Cufflinks for your groomsmen are like earrings or bracelets for the bridesmaids – the perfect gift. It gives you partial control over their accessories for the day – you’ve already told them what to wear on most of their other body parts – and classes up the whole joint, whether it’s the downtown cathedral or the chapel on the Strip. Traditionally, cufflinks have been engraved with the wedding date and the bride’s and groom’s initials.

I have to say that I abhor this tradition. To me, it’s tantamount to making each groomsman a T-shirt that says I Was Bob and Jill’s Groomsman. In other words, something that no one ever wears again.

It’s not necessary to print your initials and wedding date all over a gift to someone else.

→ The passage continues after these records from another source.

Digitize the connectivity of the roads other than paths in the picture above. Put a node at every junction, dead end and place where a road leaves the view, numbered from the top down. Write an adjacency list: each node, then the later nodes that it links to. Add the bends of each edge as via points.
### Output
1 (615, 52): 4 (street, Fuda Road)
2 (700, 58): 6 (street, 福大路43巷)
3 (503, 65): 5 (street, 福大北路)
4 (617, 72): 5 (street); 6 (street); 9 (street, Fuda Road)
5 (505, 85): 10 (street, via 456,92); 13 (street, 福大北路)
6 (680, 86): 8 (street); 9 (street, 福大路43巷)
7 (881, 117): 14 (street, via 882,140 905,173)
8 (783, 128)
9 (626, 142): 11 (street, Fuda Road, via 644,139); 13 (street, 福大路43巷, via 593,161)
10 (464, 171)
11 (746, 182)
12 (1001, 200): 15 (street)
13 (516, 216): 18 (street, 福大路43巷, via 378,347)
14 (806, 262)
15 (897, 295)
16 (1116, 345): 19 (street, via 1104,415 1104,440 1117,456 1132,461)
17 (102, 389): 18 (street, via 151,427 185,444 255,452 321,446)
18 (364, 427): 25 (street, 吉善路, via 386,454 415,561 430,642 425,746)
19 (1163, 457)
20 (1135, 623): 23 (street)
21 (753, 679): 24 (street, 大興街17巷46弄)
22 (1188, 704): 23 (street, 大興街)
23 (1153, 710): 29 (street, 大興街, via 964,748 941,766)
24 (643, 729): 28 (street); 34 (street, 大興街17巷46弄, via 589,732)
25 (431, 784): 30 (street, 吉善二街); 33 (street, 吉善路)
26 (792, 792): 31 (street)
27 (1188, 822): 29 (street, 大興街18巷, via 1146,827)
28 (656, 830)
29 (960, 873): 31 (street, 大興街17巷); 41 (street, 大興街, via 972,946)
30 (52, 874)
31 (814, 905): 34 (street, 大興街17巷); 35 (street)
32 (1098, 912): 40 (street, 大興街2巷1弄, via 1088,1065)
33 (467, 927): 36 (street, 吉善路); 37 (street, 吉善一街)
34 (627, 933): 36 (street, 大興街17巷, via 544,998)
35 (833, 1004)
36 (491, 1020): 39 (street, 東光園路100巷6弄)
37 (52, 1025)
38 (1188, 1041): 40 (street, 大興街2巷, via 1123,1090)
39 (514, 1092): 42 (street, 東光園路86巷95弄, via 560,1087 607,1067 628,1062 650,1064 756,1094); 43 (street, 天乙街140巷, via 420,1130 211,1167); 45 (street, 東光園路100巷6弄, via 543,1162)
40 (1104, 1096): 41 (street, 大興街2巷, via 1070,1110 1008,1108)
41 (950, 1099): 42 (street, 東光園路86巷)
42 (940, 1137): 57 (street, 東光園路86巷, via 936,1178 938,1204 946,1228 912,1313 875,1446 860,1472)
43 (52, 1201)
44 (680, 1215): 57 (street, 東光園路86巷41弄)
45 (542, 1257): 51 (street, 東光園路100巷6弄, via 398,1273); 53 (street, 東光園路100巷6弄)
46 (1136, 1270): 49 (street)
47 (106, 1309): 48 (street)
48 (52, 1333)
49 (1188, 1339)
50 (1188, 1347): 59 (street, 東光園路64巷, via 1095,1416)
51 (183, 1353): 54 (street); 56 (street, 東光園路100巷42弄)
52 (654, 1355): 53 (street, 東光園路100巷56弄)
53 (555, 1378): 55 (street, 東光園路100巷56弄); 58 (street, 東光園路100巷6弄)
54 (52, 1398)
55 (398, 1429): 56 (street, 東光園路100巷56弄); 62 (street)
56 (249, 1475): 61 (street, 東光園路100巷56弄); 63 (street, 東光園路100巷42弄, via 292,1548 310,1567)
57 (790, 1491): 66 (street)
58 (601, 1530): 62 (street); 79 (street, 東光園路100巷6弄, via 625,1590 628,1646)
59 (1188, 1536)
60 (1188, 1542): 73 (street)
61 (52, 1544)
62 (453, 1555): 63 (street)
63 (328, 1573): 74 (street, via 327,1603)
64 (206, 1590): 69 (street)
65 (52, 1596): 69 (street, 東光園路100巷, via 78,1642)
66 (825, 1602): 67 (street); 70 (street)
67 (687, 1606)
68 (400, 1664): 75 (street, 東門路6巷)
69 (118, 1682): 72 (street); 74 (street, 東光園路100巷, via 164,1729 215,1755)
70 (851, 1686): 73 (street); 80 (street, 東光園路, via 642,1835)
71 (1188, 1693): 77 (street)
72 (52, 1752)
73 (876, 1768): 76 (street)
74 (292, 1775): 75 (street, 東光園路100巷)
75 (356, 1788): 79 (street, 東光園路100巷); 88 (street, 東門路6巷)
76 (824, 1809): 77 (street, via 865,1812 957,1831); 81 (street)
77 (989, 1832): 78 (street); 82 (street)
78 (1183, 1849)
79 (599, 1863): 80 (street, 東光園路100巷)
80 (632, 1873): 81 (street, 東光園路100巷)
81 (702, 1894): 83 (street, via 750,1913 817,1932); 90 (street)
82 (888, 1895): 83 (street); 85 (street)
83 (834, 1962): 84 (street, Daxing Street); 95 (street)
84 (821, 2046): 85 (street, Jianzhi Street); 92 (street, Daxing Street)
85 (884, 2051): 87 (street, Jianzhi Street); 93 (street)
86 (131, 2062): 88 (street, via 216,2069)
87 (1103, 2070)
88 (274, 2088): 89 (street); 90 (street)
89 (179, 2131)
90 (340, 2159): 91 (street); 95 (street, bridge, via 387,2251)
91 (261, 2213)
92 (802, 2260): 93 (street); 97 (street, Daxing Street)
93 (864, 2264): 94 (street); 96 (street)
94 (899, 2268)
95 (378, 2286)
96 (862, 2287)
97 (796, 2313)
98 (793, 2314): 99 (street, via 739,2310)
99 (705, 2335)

You don’t do that for other gift-giving opportunities, and really, a gift is not about you: it’s about your appreciation for all they’ve done for you and a token of your very great esteem for them. They’ll remember that you gave them the gift, and they’ll know the reason for the gift. They aren’t monkeys, dammit.

With that in mind, consider buying cufflinks with each groomsman’s own initials engraved on them. The groomsman can wear those engraved cufflinks for any number of special events – after wearing them to your nuptials, of course. They will be perfect for work or for weddings, for the christening of you children and testifying in your very unlikely divorce trial.

In other words, they will be an investment gift.

Other options for cufflinks include silk knots or enameled cufflinks in your wedding colors. Paired with a tie in the same hues (which should also be your gift), this is another gift that can be used again and again. If nothing else, the groomsman will be grateful not to go have to pick out a beautiful tie on his own.

Lastly, if you want to really personalize your gift, choose a variety of cufflinks that capture each groomsman’s individuality. This could be with a choice of styles relating to professions, hobbies, or preferred university. After all, even at the wedding, your guests are only going to see your very stylish and satisfied groomsmen standing next to the frankly terribly bridesmaid dresses – and the differences in the cufflinks will be a nice little surprise, a stylish touch, as if you, and not your New Wife, had been the one with Good Taste all along.